ECLI:NL:RBOVE:2023:2690

Rechtbank Overijssel

Datum uitspraak
17 mei 2023
Publicatiedatum
13 juli 2023
Zaaknummer
C/08/285856 / HA ZA 22-328
Instantie
Rechtbank Overijssel
Type
Uitspraak
Rechtsgebied
Civiel recht
Procedures
  • Eerste aanleg - enkelvoudig
Rechters
Vindplaatsen
  • Rechtspraak.nl
AI samenvatting door LexboostAutomatisch gegenereerd

Vonnis in incident over onrechtmatige uitlatingen via social media en review sites met betrekking tot zakelijke reputatie

In deze zaak heeft de Rechtbank Overijssel op 17 mei 2023 uitspraak gedaan in een incident dat was aangespannen door Steza Zwolle B.V. tegen Horse Aquatherapy. Steza vorderde een voorlopige voorziening om negatieve uitlatingen van Horse Aquatherapy op social media en reviewwebsites te laten verwijderen. De rechtbank heeft de vordering afgewezen, oordelend dat de uitlatingen van Horse Aquatherapy niet onrechtmatig zijn. De rechtbank benadrukte het belang van de vrijheid van meningsuiting en de context waarin de uitlatingen zijn gedaan. De uitlatingen werden gezien als legitieme kritiek op de zakelijke praktijken van Steza, waarbij de rechtbank oordeelde dat de termen 'oplichters' en 'gesjoemel' niet als strafrechtelijke beschuldigingen konden worden opgevat.
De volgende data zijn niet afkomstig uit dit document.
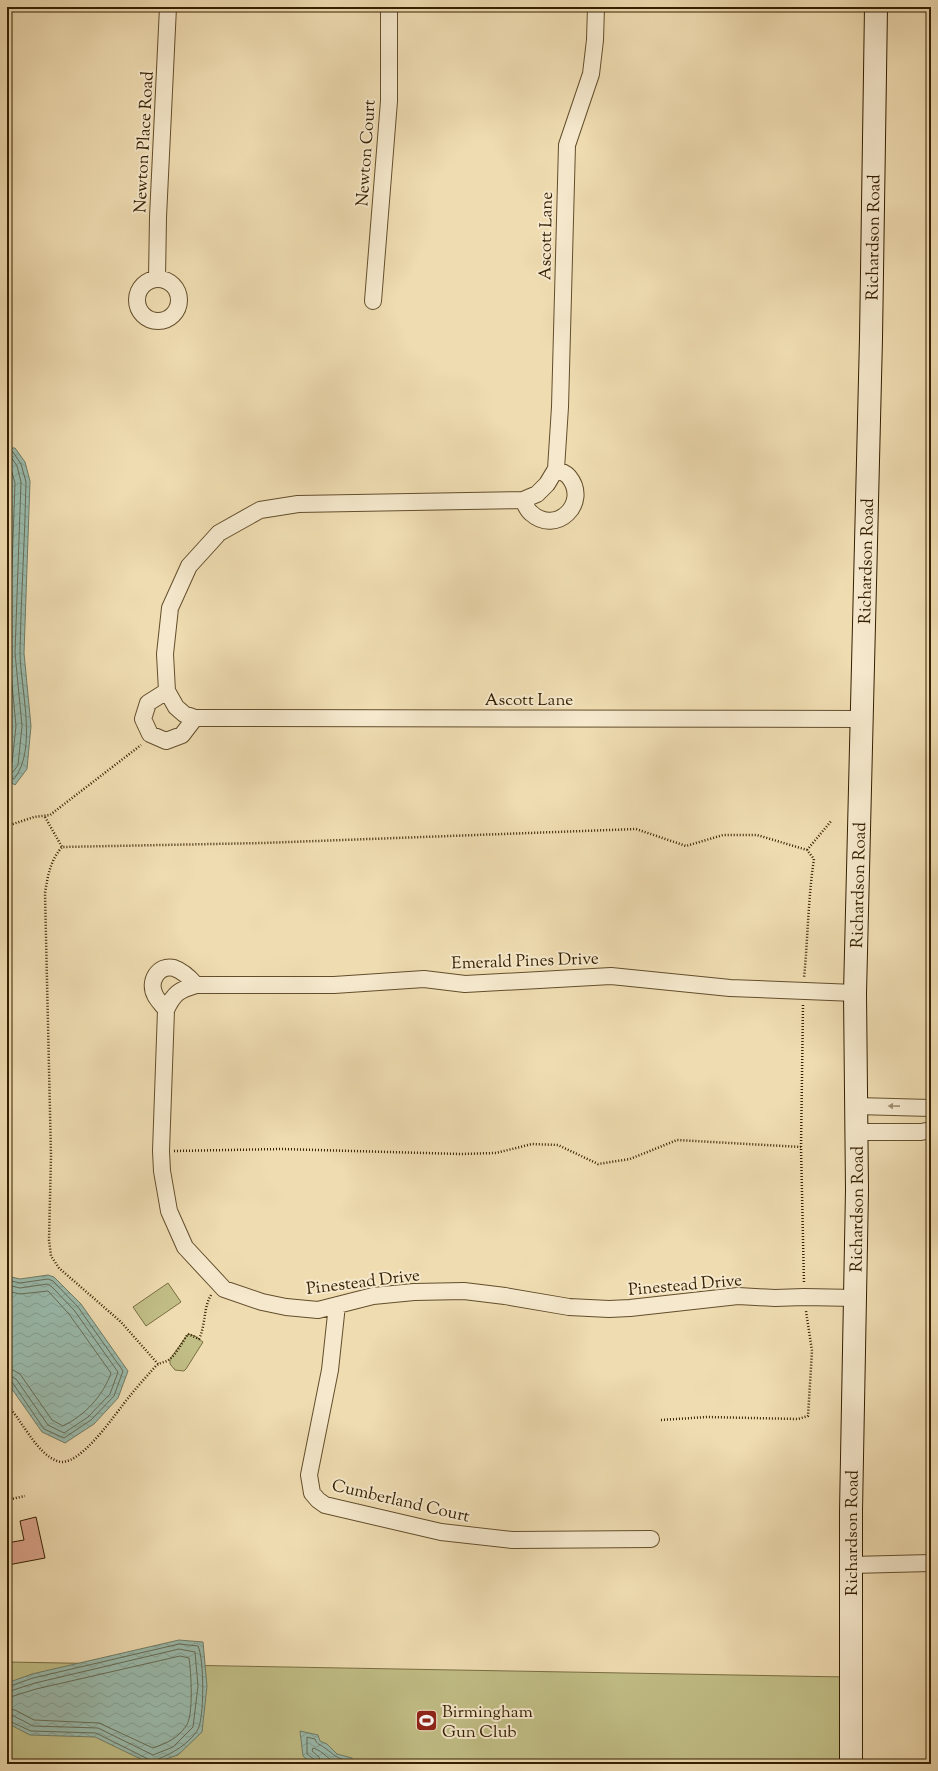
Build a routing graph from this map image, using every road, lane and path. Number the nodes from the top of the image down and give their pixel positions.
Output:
1 (168, 7) edge
2 (389, 7) edge
3 (596, 7) edge
4 (876, 7) edge
5 (157, 278) dead end
6 (373, 301) dead end
7 (556, 469) junction
8 (523, 500) junction
9 (167, 691) junction
10 (195, 718) junction
11 (862, 719) junction
12 (152, 735) junction
13 (45, 817) junction
14 (832, 820) dead end
15 (7, 826) edge
16 (62, 847) junction
17 (807, 850) junction
18 (196, 985) junction
19 (803, 991) junction
20 (856, 993) junction
21 (170, 1003) junction
22 (856, 1106) junction
23 (931, 1108) edge
24 (931, 1130) edge
25 (856, 1132) junction
26 (802, 1147) junction
27 (161, 1151) junction
28 (218, 1283) junction
29 (804, 1297) junction
30 (855, 1298) junction
31 (337, 1305) junction
32 (158, 1364) junction
33 (7, 1405) edge
34 (661, 1420) dead end
35 (24, 1496) dead end
36 (7, 1500) edge
37 (651, 1540) dead end
38 (931, 1563) edge
39 (851, 1565) junction
40 (851, 1764) edge

1 - 5 street, Newton Place Road
2 - 6 street, Newton Court
3 - 7 street, Ascott Lane
4 - 11 street, Richardson Road
7 - 8 street, Ascott Lane
7 - 8 street
8 - 9 street, Ascott Lane
9 - 10 street, Ascott Lane
9 - 12 street
10 - 11 street, Ascott Lane
10 - 12 street
11 - 20 street, Richardson Road
12 - 13 path
13 - 15 path
13 - 16 path
14 - 17 path
16 - 17 path
16 - 32 path
17 - 19 path
18 - 19 street, Emerald Pines Drive
18 - 21 street, Emerald Pines Drive
18 - 21 street
19 - 20 street, Emerald Pines Drive
19 - 26 path
20 - 22 street, Richardson Road
21 - 27 street, Pinestead Drive
23 -> 22 street
22 - 25 street, Richardson Road
24 - 25 street
25 - 30 street, Richardson Road
26 - 27 path
26 - 29 path
27 - 28 street, Pinestead Drive
28 - 31 street, Pinestead Drive
28 - 32 path
29 - 30 street, Pinestead Drive
29 - 31 street, Pinestead Drive
29 - 34 path
30 - 39 street, Richardson Road
31 - 37 street, Cumberland Court
32 - 33 path
35 - 36 path
38 - 39 street
39 - 40 street, Richardson Road

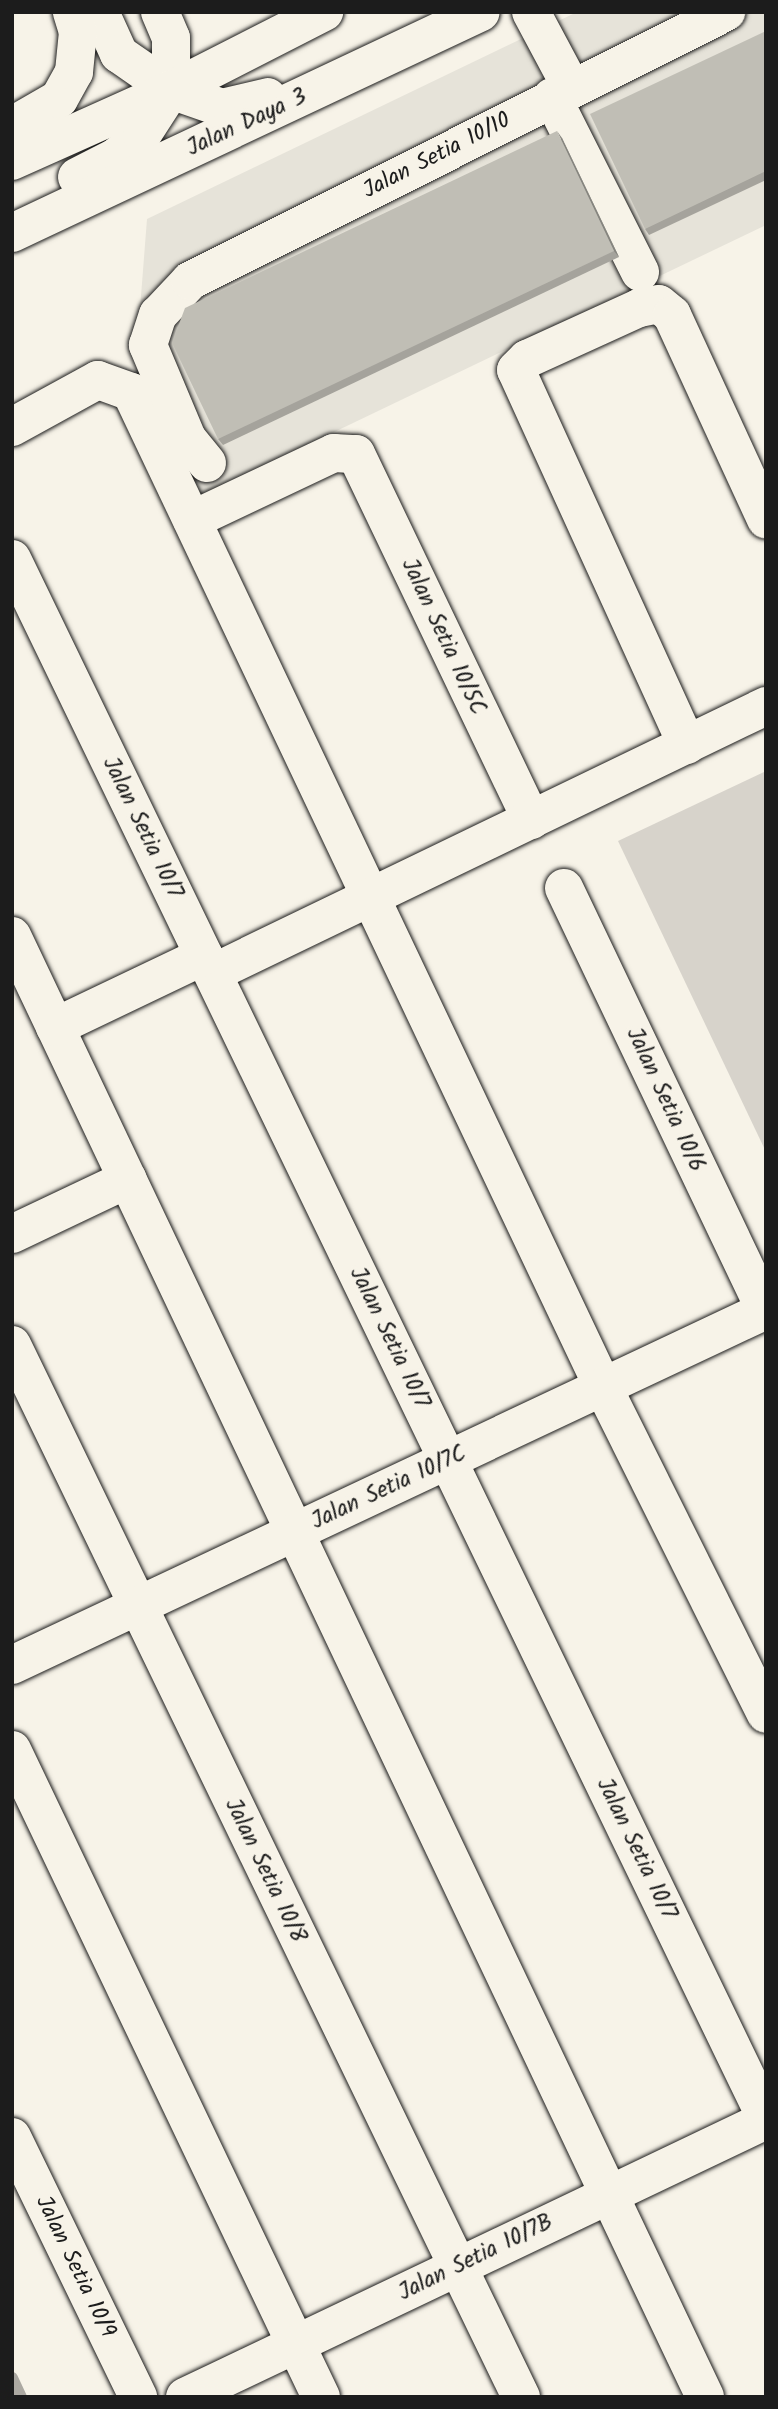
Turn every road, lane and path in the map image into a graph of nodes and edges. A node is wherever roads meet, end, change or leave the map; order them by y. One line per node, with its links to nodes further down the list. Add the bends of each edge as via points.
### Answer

De rechtbank concludeerde dat het belang van Horse Aquatherapy om haar mening te uiten zwaarder weegt dan het belang van Steza om haar zakelijke reputatie te beschermen. De rechtbank wees ook op het feit dat kritiek op zakelijk handelen eerder toelaatbaar is dan kritiek op persoonlijke gedragingen. De kosten van het incident werden aan Steza opgelegd, begroot op € 598,00.

Uitspraak

RECHTBANK Overijssel

Civiel recht
Zittingsplaats Zwolle
Zaaknummer: C/08/285856 / HA ZA 22-328
Vonnis in incident van 17 mei 2023
in de zaak van
de besloten vennootschap
STEZA ZWOLLE B.V.,
gevestigd te Zwolle,
eiseres in het incident,
gedaagde in conventie, eiseres in reconventie,
hierna te noemen: Steza,
advocaat: mr. J.W. Koehoorn te Nijmegen
tegen
[partij]h.o.d.n.
HORSE AQUATHERAPY,
wonende te [woonplaats],
verweerster in het incident,
eiseres in conventie, verweerster in reconventie,
hierna te noemen: [partij] ,
advocaat: mr. R.A. Rila te Utrecht.

1.De procedure in het incident

1.1.
Na de mondelinge behandeling in deze zaak van 25 januari 2023 heeft Steza, nadat de zaak enige tijd was aangehouden in verband met onderhandelingen tussen partijen, bij akte van 12 april 2023 een incidentele vordering ingediend strekkende tot het verkrijgen van een voorlopige voorziening. Bij akte van 3 mei 2023 heeft [partij] op die incidentele vordering geantwoord.
1.2.
Ten slotte is vonnis in het incident bepaald.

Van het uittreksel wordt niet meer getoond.